| Your assignment |
What you return should match the entries below exactly, only without the images.

(Collected data)
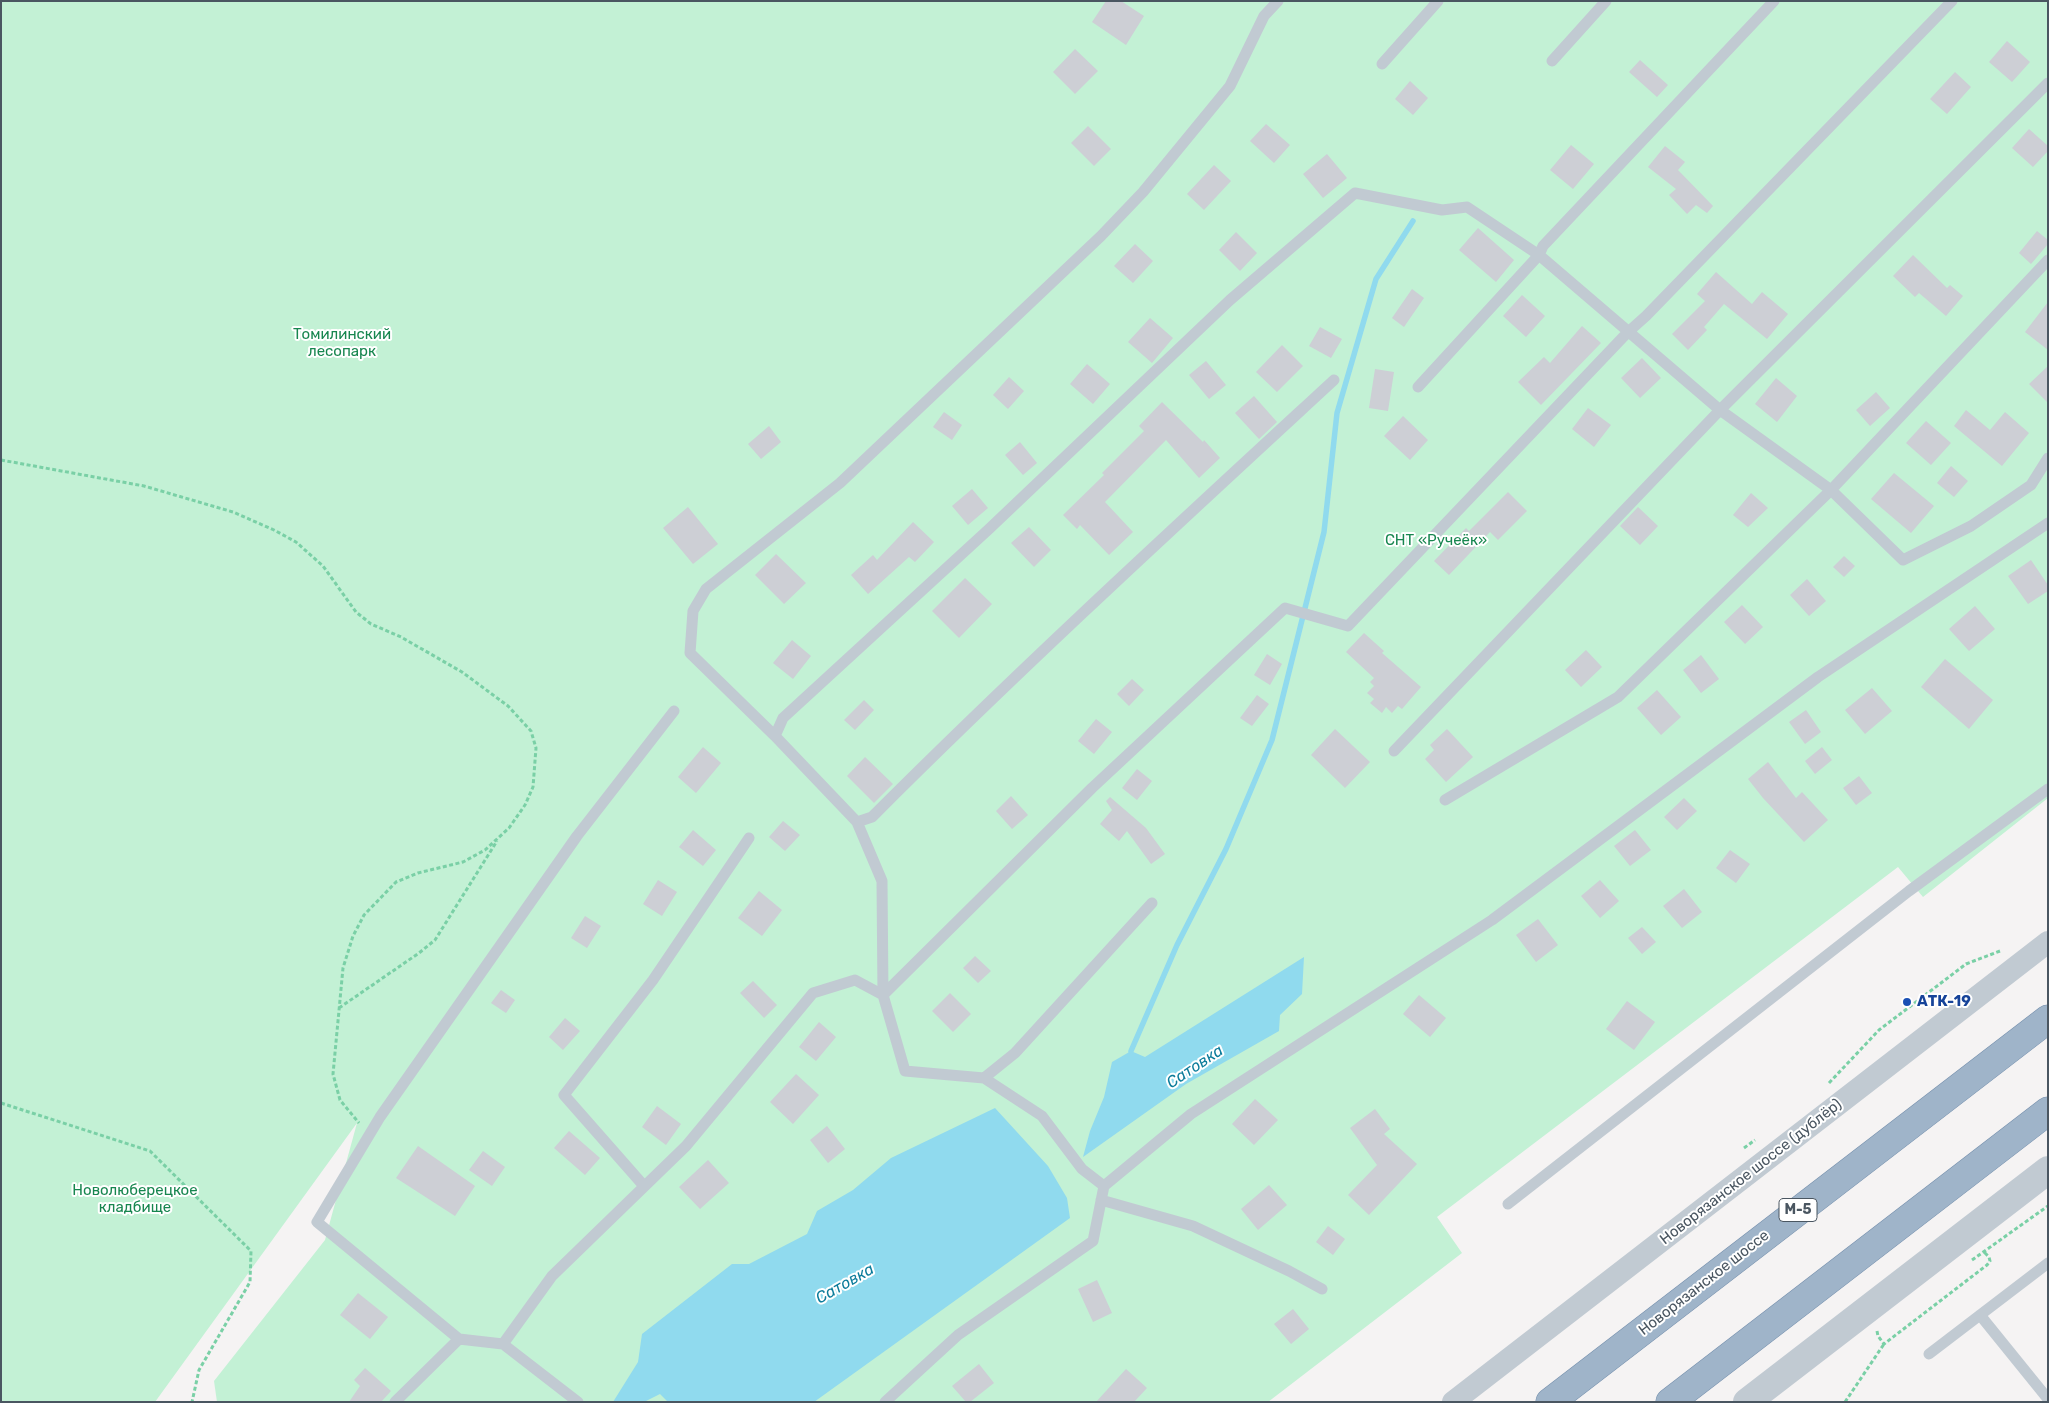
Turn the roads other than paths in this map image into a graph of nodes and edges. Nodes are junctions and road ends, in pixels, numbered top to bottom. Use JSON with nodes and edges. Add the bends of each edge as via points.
{"nodes":[{"id":1,"x":1278,"y":1,"type":"edge"},
{"id":2,"x":1438,"y":1,"type":"edge"},
{"id":3,"x":1606,"y":1,"type":"edge"},
{"id":4,"x":1774,"y":1,"type":"edge"},
{"id":5,"x":1952,"y":1,"type":"edge"},
{"id":6,"x":1552,"y":60,"type":"dead end"},
{"id":7,"x":1382,"y":64,"type":"dead end"},
{"id":8,"x":2048,"y":82,"type":"edge"},
{"id":9,"x":1539,"y":256,"type":"junction"},
{"id":10,"x":2048,"y":260,"type":"edge"},
{"id":11,"x":1627,"y":333,"type":"junction"},
{"id":12,"x":1334,"y":380,"type":"dead end"},
{"id":13,"x":1418,"y":387,"type":"dead end"},
{"id":14,"x":1720,"y":410,"type":"junction"},
{"id":15,"x":2048,"y":458,"type":"edge"},
{"id":16,"x":1831,"y":490,"type":"junction"},
{"id":17,"x":2048,"y":523,"type":"edge"},
{"id":18,"x":674,"y":711,"type":"dead end"},
{"id":19,"x":775,"y":736,"type":"junction"},
{"id":20,"x":1394,"y":751,"type":"dead end"},
{"id":21,"x":2048,"y":789,"type":"edge"},
{"id":22,"x":1444,"y":800,"type":"dead end"},
{"id":23,"x":857,"y":822,"type":"junction"},
{"id":24,"x":749,"y":838,"type":"dead end"},
{"id":25,"x":1152,"y":903,"type":"dead end"},
{"id":26,"x":2048,"y":942,"type":"edge"},
{"id":27,"x":884,"y":995,"type":"junction"},
{"id":28,"x":2048,"y":1019,"type":"edge"},
{"id":29,"x":984,"y":1078,"type":"junction"},
{"id":30,"x":2048,"y":1111,"type":"edge"},
{"id":31,"x":2048,"y":1170,"type":"edge"},
{"id":32,"x":644,"y":1186,"type":"junction"},
{"id":33,"x":1104,"y":1186,"type":"junction"},
{"id":34,"x":1102,"y":1200,"type":"junction"},
{"id":35,"x":1508,"y":1204,"type":"dead end"},
{"id":36,"x":2048,"y":1263,"type":"edge"},
{"id":37,"x":1322,"y":1288,"type":"dead end"},
{"id":38,"x":1980,"y":1315,"type":"junction"},
{"id":39,"x":459,"y":1339,"type":"junction"},
{"id":40,"x":503,"y":1344,"type":"junction"},
{"id":41,"x":1929,"y":1354,"type":"dead end"},
{"id":42,"x":2048,"y":1399,"type":"edge"},
{"id":43,"x":395,"y":1402,"type":"edge"},
{"id":44,"x":578,"y":1402,"type":"edge"},
{"id":45,"x":884,"y":1402,"type":"edge"},
{"id":46,"x":1453,"y":1402,"type":"edge"},
{"id":47,"x":1550,"y":1402,"type":"edge"},
{"id":48,"x":1670,"y":1402,"type":"edge"},
{"id":49,"x":1747,"y":1402,"type":"edge"}],
"edges":[{"from":1,"to":19,"type":"lane","via":[[1264,16],[1230,86],[1119,217],[840,483],[706,589],[693,611],[690,653]]},
{"from":2,"to":7,"type":"lane"},
{"from":3,"to":6,"type":"lane"},
{"from":4,"to":9,"type":"lane","via":[[1543,246]]},
{"from":5,"to":11,"type":"lane"},
{"from":8,"to":14,"type":"lane"},
{"from":9,"to":11,"type":"lane"},
{"from":9,"to":13,"type":"lane"},
{"from":9,"to":19,"type":"lane","via":[[1467,207],[1442,210],[1355,193],[1230,300],[989,529],[783,718]]},
{"from":10,"to":16,"type":"lane"},
{"from":11,"to":14,"type":"lane"},
{"from":11,"to":27,"type":"lane","via":[[1348,626],[1285,608],[1092,788]]},
{"from":12,"to":23,"type":"lane","via":[[987,702],[872,817]]},
{"from":14,"to":16,"type":"lane"},
{"from":14,"to":20,"type":"lane"},
{"from":15,"to":16,"type":"lane","via":[[2031,485],[1971,526],[1903,560]]},
{"from":16,"to":22,"type":"lane","via":[[1618,697]]},
{"from":17,"to":33,"type":"lane","via":[[1818,676],[1492,920],[1191,1114]]},
{"from":18,"to":39,"type":"lane","via":[[577,836],[380,1117],[317,1222]]},
{"from":19,"to":23,"type":"lane"},
{"from":21,"to":35,"type":"lane","via":[[1910,891]]},
{"from":23,"to":27,"type":"lane","via":[[882,881]]},
{"from":24,"to":32,"type":"lane","via":[[652,980],[564,1095]]},
{"from":25,"to":29,"type":"lane","via":[[1015,1053]]},
{"from":26,"to":46,"type":"street","name":"Новорязанское шоссе (дублёр)"},
{"from":27,"to":29,"type":"lane","via":[[905,1071]]},
{"from":27,"to":32,"type":"lane","via":[[855,980],[813,993],[686,1146]]},
{"from":28,"to":47,"type":"highway","name":"Новорязанское шоссе","number":"М-5"},
{"from":29,"to":33,"type":"lane","via":[[1042,1116],[1082,1169]]},
{"from":30,"to":48,"type":"highway"},
{"from":31,"to":49,"type":"street"},
{"from":32,"to":40,"type":"lane","via":[[552,1276]]},
{"from":33,"to":34,"type":"lane"},
{"from":34,"to":37,"type":"lane","via":[[1193,1226]]},
{"from":34,"to":45,"type":"lane","via":[[1093,1241],[958,1335]]},
{"from":36,"to":38,"type":"lane"},
{"from":38,"to":41,"type":"lane"},
{"from":38,"to":42,"type":"lane"},
{"from":39,"to":40,"type":"lane"},
{"from":39,"to":43,"type":"lane"},
{"from":40,"to":44,"type":"lane"}]}
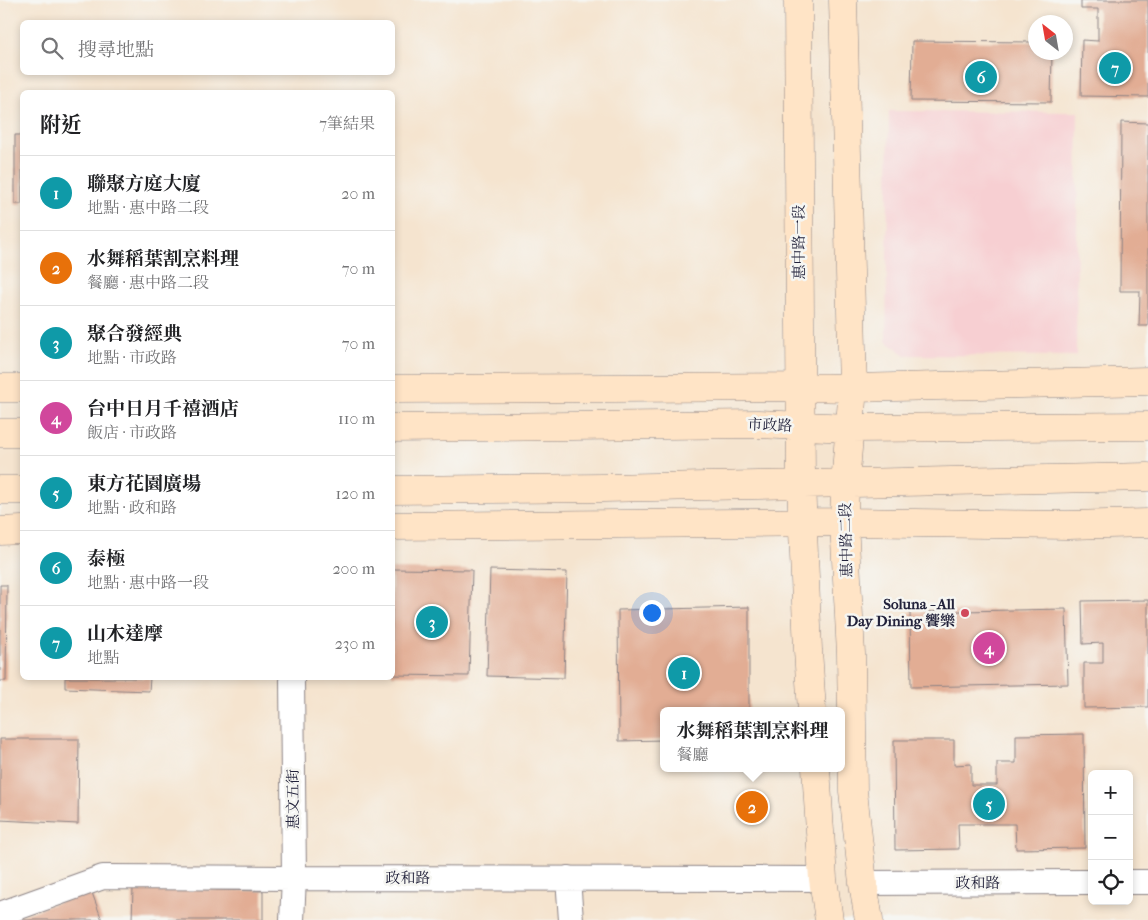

| Written solution |
Turn the roads other than paths in this map image into a graph of nodes and edges. Nodes are junctions and road ends, in pixels, numbered top to bottom. Use JSON with nodes and edges. Add the bends of each edge as via points.
{"nodes":[{"id":1,"x":1278,"y":1,"type":"edge"},
{"id":2,"x":1438,"y":1,"type":"edge"},
{"id":3,"x":1606,"y":1,"type":"edge"},
{"id":4,"x":1774,"y":1,"type":"edge"},
{"id":5,"x":1952,"y":1,"type":"edge"},
{"id":6,"x":1552,"y":60,"type":"dead end"},
{"id":7,"x":1382,"y":64,"type":"dead end"},
{"id":8,"x":2048,"y":82,"type":"edge"},
{"id":9,"x":1539,"y":256,"type":"junction"},
{"id":10,"x":2048,"y":260,"type":"edge"},
{"id":11,"x":1627,"y":333,"type":"junction"},
{"id":12,"x":1334,"y":380,"type":"dead end"},
{"id":13,"x":1418,"y":387,"type":"dead end"},
{"id":14,"x":1720,"y":410,"type":"junction"},
{"id":15,"x":2048,"y":458,"type":"edge"},
{"id":16,"x":1831,"y":490,"type":"junction"},
{"id":17,"x":2048,"y":523,"type":"edge"},
{"id":18,"x":674,"y":711,"type":"dead end"},
{"id":19,"x":775,"y":736,"type":"junction"},
{"id":20,"x":1394,"y":751,"type":"dead end"},
{"id":21,"x":2048,"y":789,"type":"edge"},
{"id":22,"x":1444,"y":800,"type":"dead end"},
{"id":23,"x":857,"y":822,"type":"junction"},
{"id":24,"x":749,"y":838,"type":"dead end"},
{"id":25,"x":1152,"y":903,"type":"dead end"},
{"id":26,"x":2048,"y":942,"type":"edge"},
{"id":27,"x":884,"y":995,"type":"junction"},
{"id":28,"x":2048,"y":1019,"type":"edge"},
{"id":29,"x":984,"y":1078,"type":"junction"},
{"id":30,"x":2048,"y":1111,"type":"edge"},
{"id":31,"x":2048,"y":1170,"type":"edge"},
{"id":32,"x":644,"y":1186,"type":"junction"},
{"id":33,"x":1104,"y":1186,"type":"junction"},
{"id":34,"x":1102,"y":1200,"type":"junction"},
{"id":35,"x":1508,"y":1204,"type":"dead end"},
{"id":36,"x":2048,"y":1263,"type":"edge"},
{"id":37,"x":1322,"y":1288,"type":"dead end"},
{"id":38,"x":1980,"y":1315,"type":"junction"},
{"id":39,"x":459,"y":1339,"type":"junction"},
{"id":40,"x":503,"y":1344,"type":"junction"},
{"id":41,"x":1929,"y":1354,"type":"dead end"},
{"id":42,"x":2048,"y":1399,"type":"edge"},
{"id":43,"x":395,"y":1402,"type":"edge"},
{"id":44,"x":578,"y":1402,"type":"edge"},
{"id":45,"x":884,"y":1402,"type":"edge"},
{"id":46,"x":1453,"y":1402,"type":"edge"},
{"id":47,"x":1550,"y":1402,"type":"edge"},
{"id":48,"x":1670,"y":1402,"type":"edge"},
{"id":49,"x":1747,"y":1402,"type":"edge"}],
"edges":[{"from":1,"to":19,"type":"lane","via":[[1264,16],[1230,86],[1119,217],[840,483],[706,589],[693,611],[690,653]]},
{"from":2,"to":7,"type":"lane"},
{"from":3,"to":6,"type":"lane"},
{"from":4,"to":9,"type":"lane","via":[[1543,246]]},
{"from":5,"to":11,"type":"lane"},
{"from":8,"to":14,"type":"lane"},
{"from":9,"to":11,"type":"lane"},
{"from":9,"to":13,"type":"lane"},
{"from":9,"to":19,"type":"lane","via":[[1467,207],[1442,210],[1355,193],[1230,300],[989,529],[783,718]]},
{"from":10,"to":16,"type":"lane"},
{"from":11,"to":14,"type":"lane"},
{"from":11,"to":27,"type":"lane","via":[[1348,626],[1285,608],[1092,788]]},
{"from":12,"to":23,"type":"lane","via":[[987,702],[872,817]]},
{"from":14,"to":16,"type":"lane"},
{"from":14,"to":20,"type":"lane"},
{"from":15,"to":16,"type":"lane","via":[[2031,485],[1971,526],[1903,560]]},
{"from":16,"to":22,"type":"lane","via":[[1618,697]]},
{"from":17,"to":33,"type":"lane","via":[[1818,676],[1492,920],[1191,1114]]},
{"from":18,"to":39,"type":"lane","via":[[577,836],[380,1117],[317,1222]]},
{"from":19,"to":23,"type":"lane"},
{"from":21,"to":35,"type":"lane","via":[[1910,891]]},
{"from":23,"to":27,"type":"lane","via":[[882,881]]},
{"from":24,"to":32,"type":"lane","via":[[652,980],[564,1095]]},
{"from":25,"to":29,"type":"lane","via":[[1015,1053]]},
{"from":26,"to":46,"type":"street","name":"Новорязанское шоссе (дублёр)"},
{"from":27,"to":29,"type":"lane","via":[[905,1071]]},
{"from":27,"to":32,"type":"lane","via":[[855,980],[813,993],[686,1146]]},
{"from":28,"to":47,"type":"highway","name":"Новорязанское шоссе","number":"М-5"},
{"from":29,"to":33,"type":"lane","via":[[1042,1116],[1082,1169]]},
{"from":30,"to":48,"type":"highway"},
{"from":31,"to":49,"type":"street"},
{"from":32,"to":40,"type":"lane","via":[[552,1276]]},
{"from":33,"to":34,"type":"lane"},
{"from":34,"to":37,"type":"lane","via":[[1193,1226]]},
{"from":34,"to":45,"type":"lane","via":[[1093,1241],[958,1335]]},
{"from":36,"to":38,"type":"lane"},
{"from":38,"to":41,"type":"lane"},
{"from":38,"to":42,"type":"lane"},
{"from":39,"to":40,"type":"lane"},
{"from":39,"to":43,"type":"lane"},
{"from":40,"to":44,"type":"lane"}]}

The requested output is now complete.